-- DATA SHOWN follows --
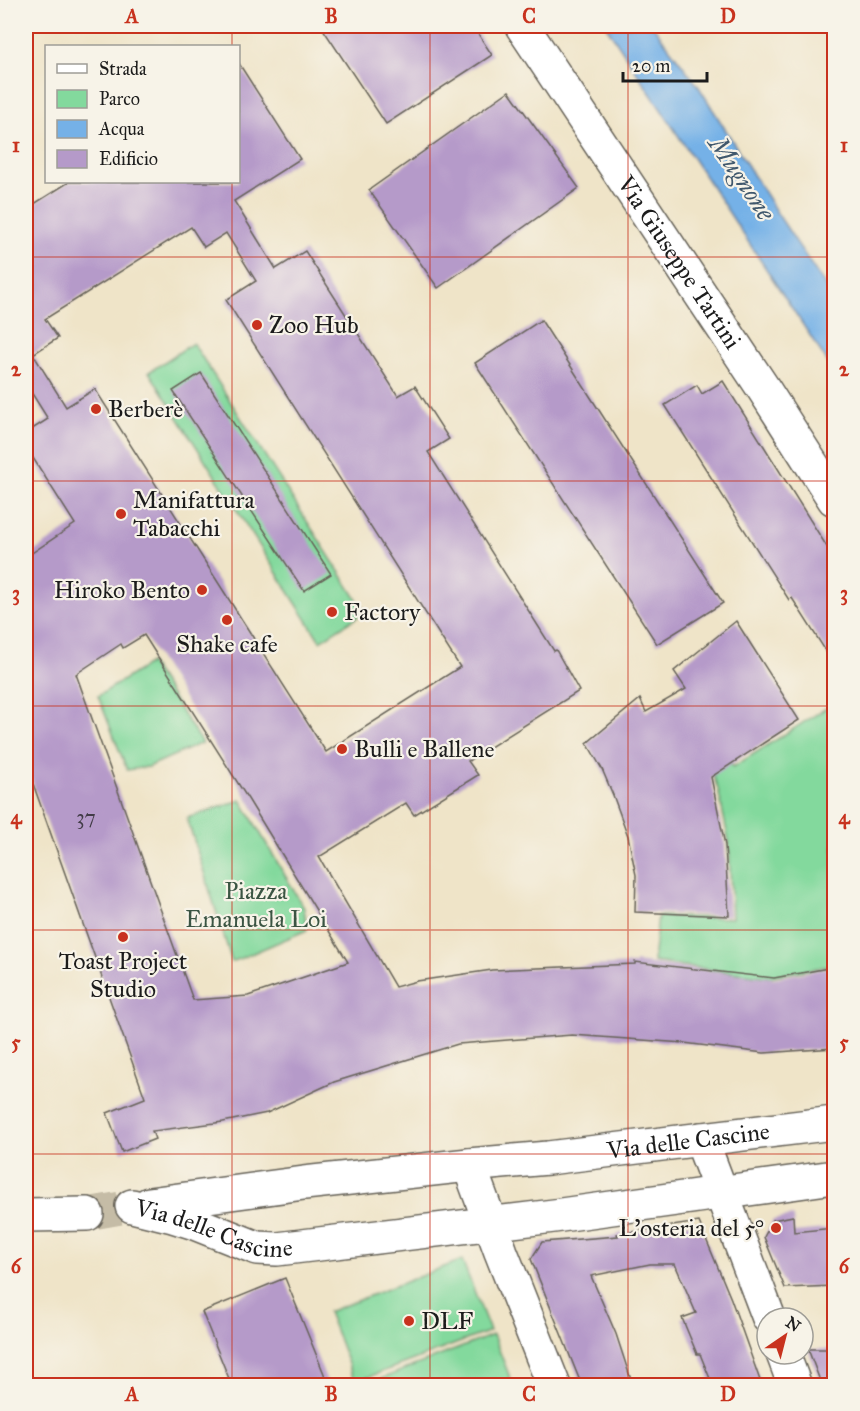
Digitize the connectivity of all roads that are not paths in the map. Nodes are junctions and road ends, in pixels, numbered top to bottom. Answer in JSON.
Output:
{"nodes":[{"id":1,"x":522,"y":26,"type":"edge"},
{"id":2,"x":834,"y":499,"type":"edge"},
{"id":3,"x":834,"y":1123,"type":"edge"},
{"id":4,"x":701,"y":1139,"type":"junction"},
{"id":5,"x":469,"y":1165,"type":"junction"},
{"id":6,"x":834,"y":1177,"type":"edge"},
{"id":7,"x":721,"y":1192,"type":"junction"},
{"id":8,"x":87,"y":1214,"type":"tunnel mouth"},
{"id":9,"x":26,"y":1215,"type":"edge"},
{"id":10,"x":490,"y":1223,"type":"junction"},
{"id":11,"x":764,"y":1306,"type":"edge"},
{"id":12,"x":788,"y":1366,"type":"edge"},
{"id":13,"x":554,"y":1386,"type":"edge"},
{"id":14,"x":795,"y":1386,"type":"edge"}],
"edges":[{"from":1,"to":2,"type":"street","name":"Via Giuseppe Tartini"},
{"from":3,"to":4,"type":"street","name":"Via delle Cascine"},
{"from":4,"to":5,"type":"street","name":"Via delle Cascine"},
{"from":4,"to":7,"type":"street"},
{"from":5,"to":10,"type":"street"},
{"from":5,"to":10,"type":"street","name":"Via delle Cascine"},
{"from":6,"to":7,"type":"street","name":"Via delle Cascine"},
{"from":7,"to":10,"type":"street","name":"Via delle Cascine"},
{"from":7,"to":11,"type":"street"},
{"from":8,"to":9,"type":"street"},
{"from":10,"to":13,"type":"street"},
{"from":12,"to":14,"type":"street"}]}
-- DATA SHOWN concluded --
**YOUR INSTRUCTIONS:** Your copy of the listing should match it exactly, apart from the pictures, which are left out.

**SOLUTION:**
Digitize the connectivity of all roads that are not paths in the map. Nodes are junctions and road ends, in pixels, numbered top to bottom. Answer in JSON.
Output:
{"nodes":[{"id":1,"x":522,"y":26,"type":"edge"},
{"id":2,"x":834,"y":499,"type":"edge"},
{"id":3,"x":834,"y":1123,"type":"edge"},
{"id":4,"x":701,"y":1139,"type":"junction"},
{"id":5,"x":469,"y":1165,"type":"junction"},
{"id":6,"x":834,"y":1177,"type":"edge"},
{"id":7,"x":721,"y":1192,"type":"junction"},
{"id":8,"x":87,"y":1214,"type":"tunnel mouth"},
{"id":9,"x":26,"y":1215,"type":"edge"},
{"id":10,"x":490,"y":1223,"type":"junction"},
{"id":11,"x":764,"y":1306,"type":"edge"},
{"id":12,"x":788,"y":1366,"type":"edge"},
{"id":13,"x":554,"y":1386,"type":"edge"},
{"id":14,"x":795,"y":1386,"type":"edge"}],
"edges":[{"from":1,"to":2,"type":"street","name":"Via Giuseppe Tartini"},
{"from":3,"to":4,"type":"street","name":"Via delle Cascine"},
{"from":4,"to":5,"type":"street","name":"Via delle Cascine"},
{"from":4,"to":7,"type":"street"},
{"from":5,"to":10,"type":"street"},
{"from":5,"to":10,"type":"street","name":"Via delle Cascine"},
{"from":6,"to":7,"type":"street","name":"Via delle Cascine"},
{"from":7,"to":10,"type":"street","name":"Via delle Cascine"},
{"from":7,"to":11,"type":"street"},
{"from":8,"to":9,"type":"street"},
{"from":10,"to":13,"type":"street"},
{"from":12,"to":14,"type":"street"}]}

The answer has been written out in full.